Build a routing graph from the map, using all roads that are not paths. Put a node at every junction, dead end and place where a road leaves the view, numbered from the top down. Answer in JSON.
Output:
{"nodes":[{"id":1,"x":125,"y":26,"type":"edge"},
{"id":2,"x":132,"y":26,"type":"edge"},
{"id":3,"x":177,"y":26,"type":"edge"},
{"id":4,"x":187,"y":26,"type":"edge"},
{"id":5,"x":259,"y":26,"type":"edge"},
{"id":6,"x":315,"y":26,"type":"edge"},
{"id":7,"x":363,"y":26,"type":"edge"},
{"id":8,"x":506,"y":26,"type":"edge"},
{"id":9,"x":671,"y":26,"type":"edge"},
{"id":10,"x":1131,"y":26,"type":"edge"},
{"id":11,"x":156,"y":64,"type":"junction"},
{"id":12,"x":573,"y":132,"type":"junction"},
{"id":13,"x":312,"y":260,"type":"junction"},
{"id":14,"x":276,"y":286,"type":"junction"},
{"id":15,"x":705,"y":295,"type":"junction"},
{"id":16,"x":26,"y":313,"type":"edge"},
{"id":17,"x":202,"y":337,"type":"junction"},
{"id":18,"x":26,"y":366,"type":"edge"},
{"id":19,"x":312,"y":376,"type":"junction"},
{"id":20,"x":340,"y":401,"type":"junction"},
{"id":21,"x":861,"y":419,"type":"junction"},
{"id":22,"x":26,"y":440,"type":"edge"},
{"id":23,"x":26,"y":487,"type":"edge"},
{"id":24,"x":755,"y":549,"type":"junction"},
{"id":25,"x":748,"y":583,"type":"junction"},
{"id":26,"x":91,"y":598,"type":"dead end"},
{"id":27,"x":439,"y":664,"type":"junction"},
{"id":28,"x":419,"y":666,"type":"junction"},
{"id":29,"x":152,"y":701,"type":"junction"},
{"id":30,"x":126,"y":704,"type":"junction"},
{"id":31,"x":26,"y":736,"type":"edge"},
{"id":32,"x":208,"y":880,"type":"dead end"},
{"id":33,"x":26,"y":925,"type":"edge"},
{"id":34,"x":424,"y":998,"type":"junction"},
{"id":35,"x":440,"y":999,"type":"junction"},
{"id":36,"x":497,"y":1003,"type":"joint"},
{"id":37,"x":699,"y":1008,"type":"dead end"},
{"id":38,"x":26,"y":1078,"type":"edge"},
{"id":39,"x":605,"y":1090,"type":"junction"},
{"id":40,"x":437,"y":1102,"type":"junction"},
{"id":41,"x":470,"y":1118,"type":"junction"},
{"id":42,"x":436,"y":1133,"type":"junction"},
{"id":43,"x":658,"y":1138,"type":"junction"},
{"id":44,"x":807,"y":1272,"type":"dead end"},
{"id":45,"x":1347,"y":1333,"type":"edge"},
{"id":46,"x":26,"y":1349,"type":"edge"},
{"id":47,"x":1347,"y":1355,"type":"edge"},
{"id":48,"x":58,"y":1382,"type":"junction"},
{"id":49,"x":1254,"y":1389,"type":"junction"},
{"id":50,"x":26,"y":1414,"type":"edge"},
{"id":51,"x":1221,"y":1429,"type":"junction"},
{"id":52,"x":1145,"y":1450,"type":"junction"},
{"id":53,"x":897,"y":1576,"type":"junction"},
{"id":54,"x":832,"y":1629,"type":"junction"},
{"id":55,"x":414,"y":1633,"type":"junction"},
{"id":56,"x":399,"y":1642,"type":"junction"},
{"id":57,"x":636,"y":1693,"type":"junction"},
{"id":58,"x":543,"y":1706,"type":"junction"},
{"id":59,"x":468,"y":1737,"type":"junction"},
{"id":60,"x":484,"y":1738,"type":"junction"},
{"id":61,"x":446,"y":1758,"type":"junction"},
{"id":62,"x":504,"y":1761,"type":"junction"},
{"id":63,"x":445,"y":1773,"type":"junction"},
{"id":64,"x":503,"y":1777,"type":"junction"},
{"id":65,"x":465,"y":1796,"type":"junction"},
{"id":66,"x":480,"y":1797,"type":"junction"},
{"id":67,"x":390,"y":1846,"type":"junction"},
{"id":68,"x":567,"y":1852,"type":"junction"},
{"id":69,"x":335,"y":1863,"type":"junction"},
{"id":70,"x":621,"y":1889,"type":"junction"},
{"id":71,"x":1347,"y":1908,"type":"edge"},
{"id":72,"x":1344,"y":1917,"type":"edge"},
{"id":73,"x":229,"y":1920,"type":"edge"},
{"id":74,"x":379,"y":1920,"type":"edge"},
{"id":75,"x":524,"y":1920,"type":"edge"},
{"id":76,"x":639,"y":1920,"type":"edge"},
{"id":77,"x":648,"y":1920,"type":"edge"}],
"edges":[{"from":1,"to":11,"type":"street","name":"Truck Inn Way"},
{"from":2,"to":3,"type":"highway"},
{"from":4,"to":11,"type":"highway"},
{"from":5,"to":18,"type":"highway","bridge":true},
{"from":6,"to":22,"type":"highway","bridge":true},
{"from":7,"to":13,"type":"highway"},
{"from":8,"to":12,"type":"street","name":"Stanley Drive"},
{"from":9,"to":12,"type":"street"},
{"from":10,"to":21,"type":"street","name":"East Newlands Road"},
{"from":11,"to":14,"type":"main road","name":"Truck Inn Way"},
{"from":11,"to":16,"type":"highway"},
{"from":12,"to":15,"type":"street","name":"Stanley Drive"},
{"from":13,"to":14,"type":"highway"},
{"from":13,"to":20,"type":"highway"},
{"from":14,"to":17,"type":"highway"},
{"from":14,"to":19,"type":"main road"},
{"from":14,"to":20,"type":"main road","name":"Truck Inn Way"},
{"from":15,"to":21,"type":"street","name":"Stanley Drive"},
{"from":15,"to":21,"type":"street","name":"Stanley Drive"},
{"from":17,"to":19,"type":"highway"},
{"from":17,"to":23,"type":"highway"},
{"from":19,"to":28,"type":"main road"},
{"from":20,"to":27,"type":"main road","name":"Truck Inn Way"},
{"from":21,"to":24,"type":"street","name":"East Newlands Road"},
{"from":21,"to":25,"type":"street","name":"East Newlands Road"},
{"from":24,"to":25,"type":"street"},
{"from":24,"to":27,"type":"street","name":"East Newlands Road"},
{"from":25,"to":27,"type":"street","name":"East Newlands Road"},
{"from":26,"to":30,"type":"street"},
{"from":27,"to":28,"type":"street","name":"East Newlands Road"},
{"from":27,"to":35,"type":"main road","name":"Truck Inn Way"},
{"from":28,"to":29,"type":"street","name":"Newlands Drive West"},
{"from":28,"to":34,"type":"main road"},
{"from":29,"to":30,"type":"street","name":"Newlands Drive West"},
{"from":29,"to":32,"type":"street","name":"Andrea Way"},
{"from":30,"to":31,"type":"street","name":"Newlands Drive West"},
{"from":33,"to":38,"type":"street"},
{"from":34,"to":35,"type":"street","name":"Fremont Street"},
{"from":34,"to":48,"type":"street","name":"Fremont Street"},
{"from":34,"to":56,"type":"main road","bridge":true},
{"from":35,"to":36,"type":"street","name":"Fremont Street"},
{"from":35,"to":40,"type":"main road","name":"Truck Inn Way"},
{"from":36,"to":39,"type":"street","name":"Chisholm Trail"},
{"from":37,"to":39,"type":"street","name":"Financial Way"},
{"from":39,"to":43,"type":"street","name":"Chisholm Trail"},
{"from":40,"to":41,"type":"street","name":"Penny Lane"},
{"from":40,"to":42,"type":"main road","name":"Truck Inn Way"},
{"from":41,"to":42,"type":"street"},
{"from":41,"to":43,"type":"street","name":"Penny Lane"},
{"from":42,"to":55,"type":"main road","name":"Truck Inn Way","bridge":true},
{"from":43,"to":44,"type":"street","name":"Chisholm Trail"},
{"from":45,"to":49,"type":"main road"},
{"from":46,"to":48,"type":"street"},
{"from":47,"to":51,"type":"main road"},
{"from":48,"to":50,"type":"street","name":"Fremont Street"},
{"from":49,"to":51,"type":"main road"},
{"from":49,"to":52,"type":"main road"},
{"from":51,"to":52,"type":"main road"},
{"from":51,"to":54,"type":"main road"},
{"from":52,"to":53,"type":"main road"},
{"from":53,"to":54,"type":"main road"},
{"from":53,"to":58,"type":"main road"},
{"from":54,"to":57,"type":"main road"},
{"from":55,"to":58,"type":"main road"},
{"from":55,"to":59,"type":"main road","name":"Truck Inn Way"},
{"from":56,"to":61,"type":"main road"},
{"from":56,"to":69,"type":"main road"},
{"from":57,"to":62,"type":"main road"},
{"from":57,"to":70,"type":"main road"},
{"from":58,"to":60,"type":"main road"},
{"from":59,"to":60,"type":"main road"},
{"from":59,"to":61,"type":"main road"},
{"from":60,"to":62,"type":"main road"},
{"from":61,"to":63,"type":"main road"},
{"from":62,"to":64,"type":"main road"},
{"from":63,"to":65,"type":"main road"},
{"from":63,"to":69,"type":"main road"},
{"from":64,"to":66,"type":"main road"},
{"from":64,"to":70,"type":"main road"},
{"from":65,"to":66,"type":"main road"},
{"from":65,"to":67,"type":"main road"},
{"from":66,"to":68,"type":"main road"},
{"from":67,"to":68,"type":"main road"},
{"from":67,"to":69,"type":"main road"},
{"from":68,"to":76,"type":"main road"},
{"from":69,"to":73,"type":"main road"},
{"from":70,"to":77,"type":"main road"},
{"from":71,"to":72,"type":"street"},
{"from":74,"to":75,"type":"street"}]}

**Exercise goal:**
Go through the material and select each line with the string "dead" in it.

**Solution for this exercise:**
Build a routing graph from the map, using all roads that are not paths. Put a node at every junction, dead end and place where a road leaves the view, numbered from the top down. Answer in JSON.
{"id":26,"x":91,"y":598,"type":"dead end"},
{"id":32,"x":208,"y":880,"type":"dead end"},
{"id":37,"x":699,"y":1008,"type":"dead end"},
{"id":44,"x":807,"y":1272,"type":"dead end"},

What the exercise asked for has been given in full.